* [REQUIRED ACTION]
With every picture left out, give the data below back exactly.
*** ENTRIES SUPPLIED
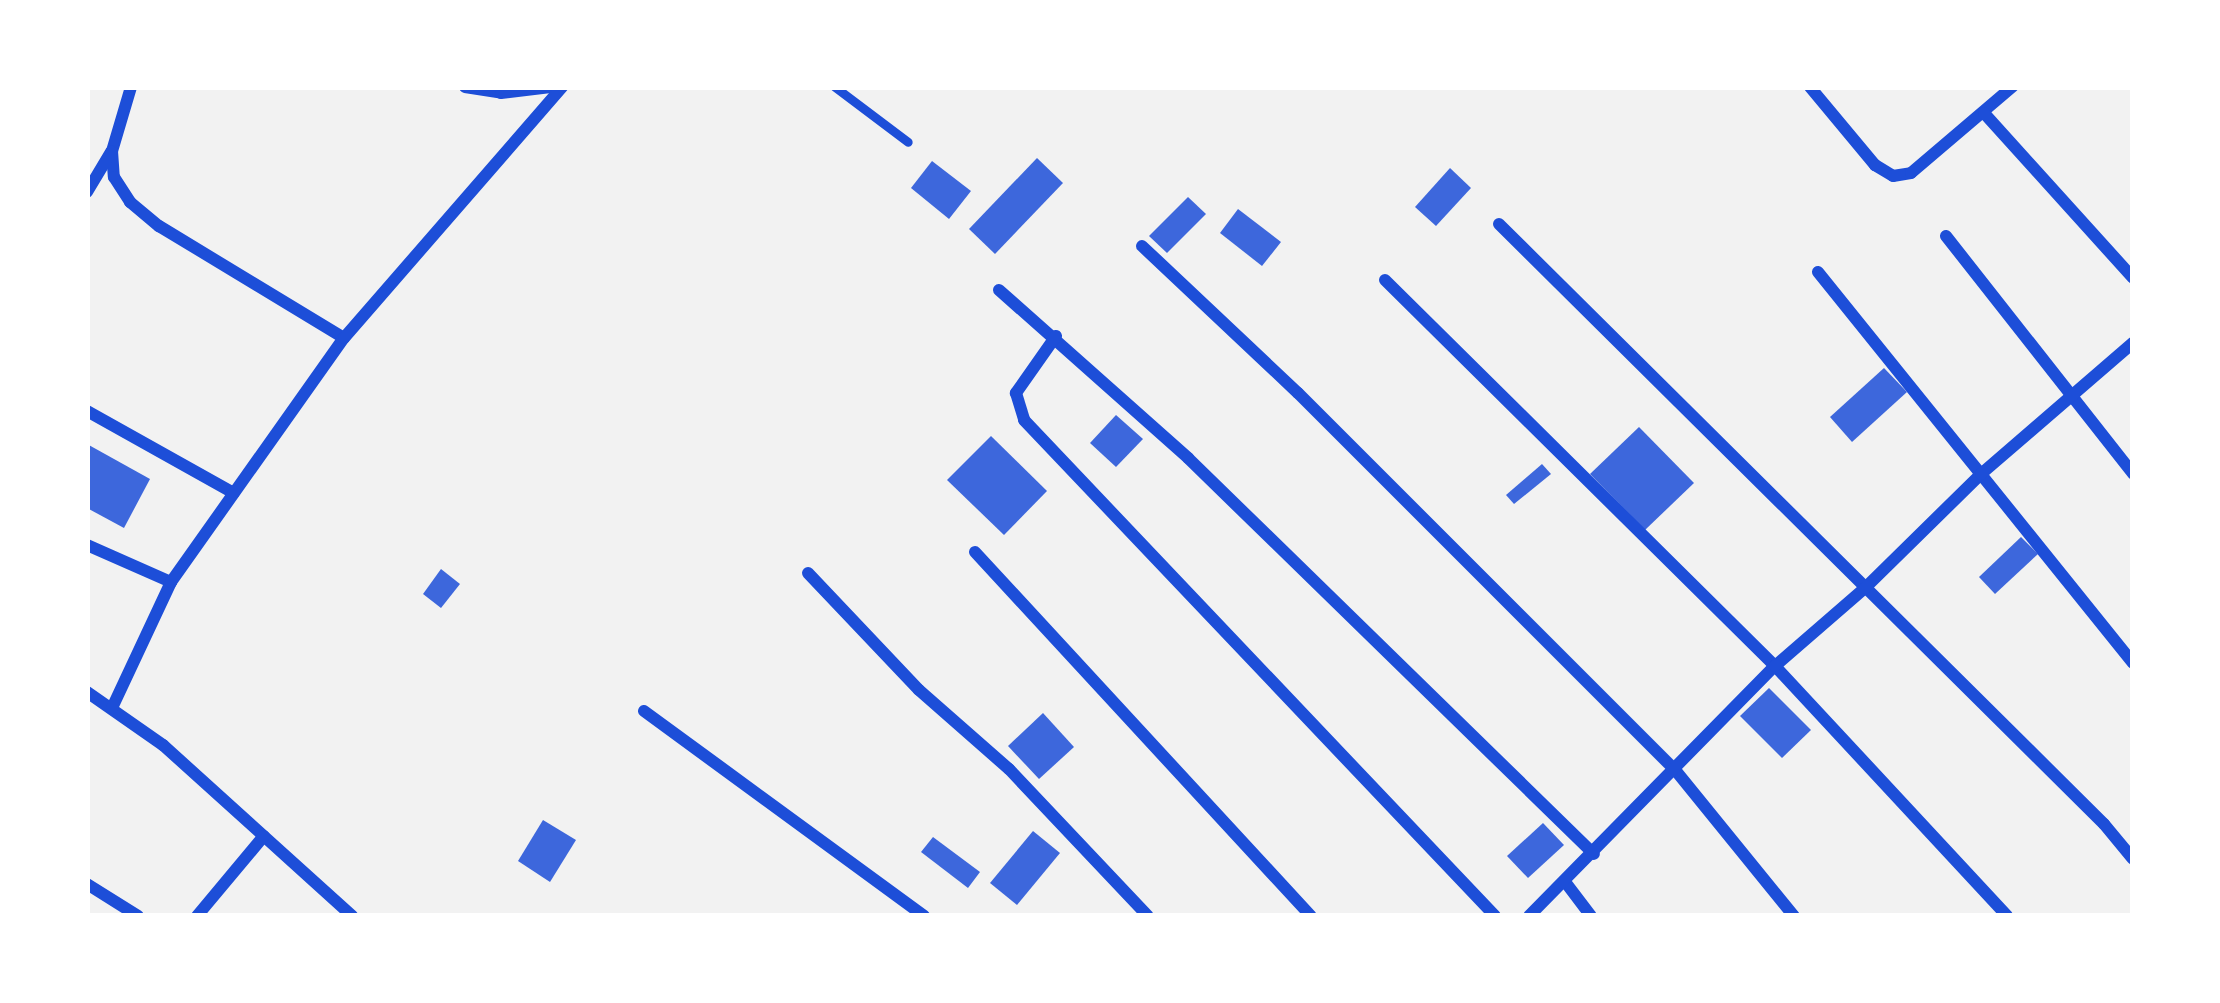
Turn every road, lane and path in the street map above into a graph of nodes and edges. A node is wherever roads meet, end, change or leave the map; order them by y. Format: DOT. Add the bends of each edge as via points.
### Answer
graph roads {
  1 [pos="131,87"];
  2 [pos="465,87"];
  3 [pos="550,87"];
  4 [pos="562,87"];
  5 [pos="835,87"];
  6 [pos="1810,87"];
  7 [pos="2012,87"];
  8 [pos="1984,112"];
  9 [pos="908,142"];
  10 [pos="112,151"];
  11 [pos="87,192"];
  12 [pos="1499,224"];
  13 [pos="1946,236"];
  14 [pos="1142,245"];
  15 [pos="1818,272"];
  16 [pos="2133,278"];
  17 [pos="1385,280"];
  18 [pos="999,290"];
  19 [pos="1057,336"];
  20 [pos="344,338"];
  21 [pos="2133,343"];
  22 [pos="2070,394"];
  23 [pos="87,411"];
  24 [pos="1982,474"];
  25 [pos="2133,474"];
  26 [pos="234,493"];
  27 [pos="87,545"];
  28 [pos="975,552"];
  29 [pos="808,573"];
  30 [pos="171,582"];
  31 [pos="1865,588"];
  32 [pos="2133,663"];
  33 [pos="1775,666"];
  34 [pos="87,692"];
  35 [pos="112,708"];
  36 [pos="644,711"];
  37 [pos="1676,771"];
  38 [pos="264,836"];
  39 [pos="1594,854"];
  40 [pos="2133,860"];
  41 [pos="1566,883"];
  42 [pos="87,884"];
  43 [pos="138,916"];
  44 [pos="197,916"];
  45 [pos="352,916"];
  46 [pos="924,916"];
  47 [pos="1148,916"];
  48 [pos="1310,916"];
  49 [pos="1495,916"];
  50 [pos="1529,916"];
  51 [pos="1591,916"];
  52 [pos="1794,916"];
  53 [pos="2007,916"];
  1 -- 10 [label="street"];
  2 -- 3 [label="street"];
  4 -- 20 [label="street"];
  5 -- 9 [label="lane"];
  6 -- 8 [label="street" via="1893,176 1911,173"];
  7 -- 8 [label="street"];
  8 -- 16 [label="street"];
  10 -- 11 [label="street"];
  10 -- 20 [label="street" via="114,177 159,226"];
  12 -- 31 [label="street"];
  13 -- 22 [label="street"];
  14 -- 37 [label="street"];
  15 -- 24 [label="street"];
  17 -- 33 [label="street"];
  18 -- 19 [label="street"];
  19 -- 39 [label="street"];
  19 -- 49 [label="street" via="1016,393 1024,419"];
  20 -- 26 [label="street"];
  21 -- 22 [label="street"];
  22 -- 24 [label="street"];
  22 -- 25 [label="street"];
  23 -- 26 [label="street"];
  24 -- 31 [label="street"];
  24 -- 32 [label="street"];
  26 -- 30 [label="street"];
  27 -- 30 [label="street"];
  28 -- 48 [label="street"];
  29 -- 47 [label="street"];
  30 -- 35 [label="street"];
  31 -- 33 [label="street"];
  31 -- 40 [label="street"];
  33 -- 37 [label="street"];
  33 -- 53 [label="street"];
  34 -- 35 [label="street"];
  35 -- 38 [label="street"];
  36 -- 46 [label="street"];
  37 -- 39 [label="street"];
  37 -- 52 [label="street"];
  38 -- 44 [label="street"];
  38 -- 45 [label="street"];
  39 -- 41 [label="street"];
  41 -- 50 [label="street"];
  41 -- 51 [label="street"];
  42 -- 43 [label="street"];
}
******
* [SOLUTION FOR THIS PROBLEM]
Turn every road, lane and path in the street map above into a graph of nodes and edges. A node is wherever roads meet, end, change or leave the map; order them by y. Format: DOT. Add the bends of each edge as via points.
### Answer
graph roads {
  1 [pos="131,87"];
  2 [pos="465,87"];
  3 [pos="550,87"];
  4 [pos="562,87"];
  5 [pos="835,87"];
  6 [pos="1810,87"];
  7 [pos="2012,87"];
  8 [pos="1984,112"];
  9 [pos="908,142"];
  10 [pos="112,151"];
  11 [pos="87,192"];
  12 [pos="1499,224"];
  13 [pos="1946,236"];
  14 [pos="1142,245"];
  15 [pos="1818,272"];
  16 [pos="2133,278"];
  17 [pos="1385,280"];
  18 [pos="999,290"];
  19 [pos="1057,336"];
  20 [pos="344,338"];
  21 [pos="2133,343"];
  22 [pos="2070,394"];
  23 [pos="87,411"];
  24 [pos="1982,474"];
  25 [pos="2133,474"];
  26 [pos="234,493"];
  27 [pos="87,545"];
  28 [pos="975,552"];
  29 [pos="808,573"];
  30 [pos="171,582"];
  31 [pos="1865,588"];
  32 [pos="2133,663"];
  33 [pos="1775,666"];
  34 [pos="87,692"];
  35 [pos="112,708"];
  36 [pos="644,711"];
  37 [pos="1676,771"];
  38 [pos="264,836"];
  39 [pos="1594,854"];
  40 [pos="2133,860"];
  41 [pos="1566,883"];
  42 [pos="87,884"];
  43 [pos="138,916"];
  44 [pos="197,916"];
  45 [pos="352,916"];
  46 [pos="924,916"];
  47 [pos="1148,916"];
  48 [pos="1310,916"];
  49 [pos="1495,916"];
  50 [pos="1529,916"];
  51 [pos="1591,916"];
  52 [pos="1794,916"];
  53 [pos="2007,916"];
  1 -- 10 [label="street"];
  2 -- 3 [label="street"];
  4 -- 20 [label="street"];
  5 -- 9 [label="lane"];
  6 -- 8 [label="street" via="1893,176 1911,173"];
  7 -- 8 [label="street"];
  8 -- 16 [label="street"];
  10 -- 11 [label="street"];
  10 -- 20 [label="street" via="114,177 159,226"];
  12 -- 31 [label="street"];
  13 -- 22 [label="street"];
  14 -- 37 [label="street"];
  15 -- 24 [label="street"];
  17 -- 33 [label="street"];
  18 -- 19 [label="street"];
  19 -- 39 [label="street"];
  19 -- 49 [label="street" via="1016,393 1024,419"];
  20 -- 26 [label="street"];
  21 -- 22 [label="street"];
  22 -- 24 [label="street"];
  22 -- 25 [label="street"];
  23 -- 26 [label="street"];
  24 -- 31 [label="street"];
  24 -- 32 [label="street"];
  26 -- 30 [label="street"];
  27 -- 30 [label="street"];
  28 -- 48 [label="street"];
  29 -- 47 [label="street"];
  30 -- 35 [label="street"];
  31 -- 33 [label="street"];
  31 -- 40 [label="street"];
  33 -- 37 [label="street"];
  33 -- 53 [label="street"];
  34 -- 35 [label="street"];
  35 -- 38 [label="street"];
  36 -- 46 [label="street"];
  37 -- 39 [label="street"];
  37 -- 52 [label="street"];
  38 -- 44 [label="street"];
  38 -- 45 [label="street"];
  39 -- 41 [label="street"];
  41 -- 50 [label="street"];
  41 -- 51 [label="street"];
  42 -- 43 [label="street"];
}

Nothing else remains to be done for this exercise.